The fact that Martin’s murder generated far more headlines, public outrage, and support shows that a man’s death is still considered worse than a woman’s. Yet, with three women per week in the U.S. being murdered by their former or ex-partners, why is that? Paying lip-service to the notion of equality and justice, by tagging Alawadi’s death on to Martin’s murder, insults everyone’s intelligence.

The equating of the hoodie with the hijab misrepresents and denies the root source of Alawadi’s murder. Ironically, Alawadi and her family fled to the United States trying to escape the effects of state-sanctioned male aggression and violence, otherwise known as the 1991 Persian Gulf War. By wearing the hijab in the U.S., Alawadi was doing the ‘right thing’ by the Iraqi patriarchal ‘team’. Yet, it produced the opposite effect in men from the U.S.  ’team’. This clash of patriarchal ideologies on the issue of female sexuality and physical appearance certainly exposed the hatred of ‘other’, that other being ‘woman’. Alawadi’s ‘mistake’ (like all women blamed for victimhood) was not fitting the home team’s vision of appropriate femininity and freedom.
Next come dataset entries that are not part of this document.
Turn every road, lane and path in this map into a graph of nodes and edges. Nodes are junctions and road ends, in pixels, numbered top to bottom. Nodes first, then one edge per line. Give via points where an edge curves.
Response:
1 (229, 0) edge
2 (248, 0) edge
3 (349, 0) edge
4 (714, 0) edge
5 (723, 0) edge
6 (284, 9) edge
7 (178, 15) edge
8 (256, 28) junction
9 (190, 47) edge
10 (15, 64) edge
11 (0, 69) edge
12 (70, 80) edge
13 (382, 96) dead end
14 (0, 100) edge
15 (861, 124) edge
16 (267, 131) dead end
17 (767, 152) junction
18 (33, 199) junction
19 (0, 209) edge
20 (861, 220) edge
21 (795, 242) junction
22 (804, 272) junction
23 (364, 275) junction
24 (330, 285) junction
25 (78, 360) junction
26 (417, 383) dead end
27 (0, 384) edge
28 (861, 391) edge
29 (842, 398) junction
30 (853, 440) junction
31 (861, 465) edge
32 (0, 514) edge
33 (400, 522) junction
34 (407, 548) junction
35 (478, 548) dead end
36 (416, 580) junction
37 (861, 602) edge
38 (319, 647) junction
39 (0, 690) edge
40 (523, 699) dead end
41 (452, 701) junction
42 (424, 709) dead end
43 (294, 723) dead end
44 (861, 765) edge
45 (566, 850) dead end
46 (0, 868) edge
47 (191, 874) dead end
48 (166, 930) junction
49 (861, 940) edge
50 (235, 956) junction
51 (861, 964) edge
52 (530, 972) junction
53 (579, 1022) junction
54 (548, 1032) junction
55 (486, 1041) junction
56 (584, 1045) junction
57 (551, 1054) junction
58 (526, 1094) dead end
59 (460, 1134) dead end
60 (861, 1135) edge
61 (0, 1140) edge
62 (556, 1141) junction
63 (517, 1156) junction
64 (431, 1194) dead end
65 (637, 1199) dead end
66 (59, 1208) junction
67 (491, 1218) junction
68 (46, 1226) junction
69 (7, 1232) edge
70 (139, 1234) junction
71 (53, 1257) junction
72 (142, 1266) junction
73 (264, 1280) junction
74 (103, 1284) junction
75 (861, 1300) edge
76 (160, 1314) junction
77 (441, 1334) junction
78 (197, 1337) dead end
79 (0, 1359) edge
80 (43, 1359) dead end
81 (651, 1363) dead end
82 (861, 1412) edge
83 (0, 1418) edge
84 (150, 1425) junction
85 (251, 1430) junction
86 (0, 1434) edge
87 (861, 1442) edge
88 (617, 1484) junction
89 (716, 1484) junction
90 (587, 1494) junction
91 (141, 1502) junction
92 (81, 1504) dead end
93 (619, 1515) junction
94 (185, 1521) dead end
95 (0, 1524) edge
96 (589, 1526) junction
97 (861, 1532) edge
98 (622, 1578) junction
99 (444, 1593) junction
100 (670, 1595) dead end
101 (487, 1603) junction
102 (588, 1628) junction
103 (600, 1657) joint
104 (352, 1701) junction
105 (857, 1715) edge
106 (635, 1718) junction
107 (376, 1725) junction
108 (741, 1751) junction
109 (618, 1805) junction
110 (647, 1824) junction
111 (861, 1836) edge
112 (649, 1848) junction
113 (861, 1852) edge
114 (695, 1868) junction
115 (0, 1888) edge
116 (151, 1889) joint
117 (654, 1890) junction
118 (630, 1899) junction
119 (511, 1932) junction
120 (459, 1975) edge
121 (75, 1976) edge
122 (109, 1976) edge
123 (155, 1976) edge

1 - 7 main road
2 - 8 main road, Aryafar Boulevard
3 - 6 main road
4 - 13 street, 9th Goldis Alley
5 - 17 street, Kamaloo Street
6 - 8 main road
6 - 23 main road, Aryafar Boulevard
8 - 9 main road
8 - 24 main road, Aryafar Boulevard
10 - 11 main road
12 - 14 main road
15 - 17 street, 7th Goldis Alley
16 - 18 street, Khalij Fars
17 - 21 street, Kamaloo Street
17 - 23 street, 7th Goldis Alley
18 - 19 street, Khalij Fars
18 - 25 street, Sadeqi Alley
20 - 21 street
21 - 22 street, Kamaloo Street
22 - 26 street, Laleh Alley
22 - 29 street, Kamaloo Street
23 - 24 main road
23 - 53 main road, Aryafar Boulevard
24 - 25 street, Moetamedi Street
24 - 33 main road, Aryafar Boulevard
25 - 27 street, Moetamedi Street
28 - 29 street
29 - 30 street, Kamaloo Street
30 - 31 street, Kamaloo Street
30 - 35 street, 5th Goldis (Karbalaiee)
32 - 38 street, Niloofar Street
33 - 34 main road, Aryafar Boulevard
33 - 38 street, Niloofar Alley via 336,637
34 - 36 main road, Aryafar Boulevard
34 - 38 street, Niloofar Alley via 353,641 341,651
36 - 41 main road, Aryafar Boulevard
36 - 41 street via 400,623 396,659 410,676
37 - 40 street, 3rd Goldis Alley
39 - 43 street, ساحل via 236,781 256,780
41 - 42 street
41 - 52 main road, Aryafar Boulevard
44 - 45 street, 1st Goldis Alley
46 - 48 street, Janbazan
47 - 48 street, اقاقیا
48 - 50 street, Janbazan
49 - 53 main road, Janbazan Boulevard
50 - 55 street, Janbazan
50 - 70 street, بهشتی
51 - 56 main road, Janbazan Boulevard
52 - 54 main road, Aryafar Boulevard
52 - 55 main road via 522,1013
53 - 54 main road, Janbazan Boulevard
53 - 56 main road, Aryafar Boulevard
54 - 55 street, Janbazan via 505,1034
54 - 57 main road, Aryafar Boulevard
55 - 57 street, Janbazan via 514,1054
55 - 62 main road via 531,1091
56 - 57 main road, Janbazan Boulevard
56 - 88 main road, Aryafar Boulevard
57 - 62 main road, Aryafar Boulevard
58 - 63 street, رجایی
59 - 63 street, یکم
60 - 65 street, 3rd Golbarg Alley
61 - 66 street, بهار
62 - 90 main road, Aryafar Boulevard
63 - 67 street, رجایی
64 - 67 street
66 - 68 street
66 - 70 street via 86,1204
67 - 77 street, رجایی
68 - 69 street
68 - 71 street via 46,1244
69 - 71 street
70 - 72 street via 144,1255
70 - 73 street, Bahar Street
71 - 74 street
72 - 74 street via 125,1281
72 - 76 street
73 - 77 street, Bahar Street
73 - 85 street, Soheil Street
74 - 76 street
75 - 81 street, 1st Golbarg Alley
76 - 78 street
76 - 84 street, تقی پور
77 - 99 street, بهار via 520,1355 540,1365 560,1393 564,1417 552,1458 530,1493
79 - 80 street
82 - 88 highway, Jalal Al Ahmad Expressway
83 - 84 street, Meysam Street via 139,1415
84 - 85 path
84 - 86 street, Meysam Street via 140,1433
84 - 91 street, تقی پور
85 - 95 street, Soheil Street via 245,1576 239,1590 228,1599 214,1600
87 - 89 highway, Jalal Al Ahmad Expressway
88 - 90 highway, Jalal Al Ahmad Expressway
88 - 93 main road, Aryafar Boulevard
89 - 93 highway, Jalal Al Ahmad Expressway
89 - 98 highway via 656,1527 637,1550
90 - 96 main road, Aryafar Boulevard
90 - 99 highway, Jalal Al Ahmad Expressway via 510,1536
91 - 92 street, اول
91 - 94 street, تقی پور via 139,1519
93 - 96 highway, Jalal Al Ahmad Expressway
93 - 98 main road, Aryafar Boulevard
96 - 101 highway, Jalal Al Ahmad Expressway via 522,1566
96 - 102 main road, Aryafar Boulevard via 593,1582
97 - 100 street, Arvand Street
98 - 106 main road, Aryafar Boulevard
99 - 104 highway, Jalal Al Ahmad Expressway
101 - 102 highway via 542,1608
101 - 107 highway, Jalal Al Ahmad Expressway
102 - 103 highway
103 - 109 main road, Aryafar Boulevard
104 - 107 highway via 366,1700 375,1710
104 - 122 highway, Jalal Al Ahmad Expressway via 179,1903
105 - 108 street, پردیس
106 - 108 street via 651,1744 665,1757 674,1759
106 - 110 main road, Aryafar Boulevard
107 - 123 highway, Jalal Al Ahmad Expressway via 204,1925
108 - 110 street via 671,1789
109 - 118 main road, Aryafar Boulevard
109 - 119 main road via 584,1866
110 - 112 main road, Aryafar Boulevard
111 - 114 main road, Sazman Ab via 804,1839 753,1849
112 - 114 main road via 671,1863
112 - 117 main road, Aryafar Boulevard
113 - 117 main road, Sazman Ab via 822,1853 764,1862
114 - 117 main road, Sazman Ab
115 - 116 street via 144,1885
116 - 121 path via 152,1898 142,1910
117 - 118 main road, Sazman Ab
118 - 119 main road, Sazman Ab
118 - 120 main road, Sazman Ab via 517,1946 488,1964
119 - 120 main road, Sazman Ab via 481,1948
It really is time to re-frame the tired, mainstream debate on racism.

Racism is not skin-deep: white vs. non-white. If that were the case, then why has there been centuries of caste discrimination and violence in countries like India? Why are Muslim women beaten and murdered by Muslim men for refusing to wear the hijab ? How did both these deaths occur in a country that is led by a black male President? How does it explain the fact that about 150 black men are killed every week in the U.S. — and 94 percent of them by other black men? This is not to play the ‘race card’ nor the ‘violence card’. This is to make sure we do not miss the major problem.

The social constructs and divisions of race are clearly drawn by those who hold and control religious, economic, and cultural power. So however much mainstream anti-racist discourse claims this is about race, or fear of ‘hijabs’ and ‘terrorists’, this is too simplistic. Scratch the surface and what is underlying racist fear and violence is an all-pervasive global culture of male power and domination. If people want to see an end to racism, and I certainly do, then we need to see an end to the celebration and perpetuation of patriarchal norms, values, and institutions. In the twenty-first century, to be  anti-racist is to be feminist.

As Shaima Alawadi tragically discovered, whether it is white men in the U.S. or brown men in Iraq, women are literally ‘damned if they do and damned if they don’t’.

Dedicated to all the brave, beautiful, and forgotten women who have been raped, tortured, murdered (and blamed), for not wearing ‘suitable’ clothes.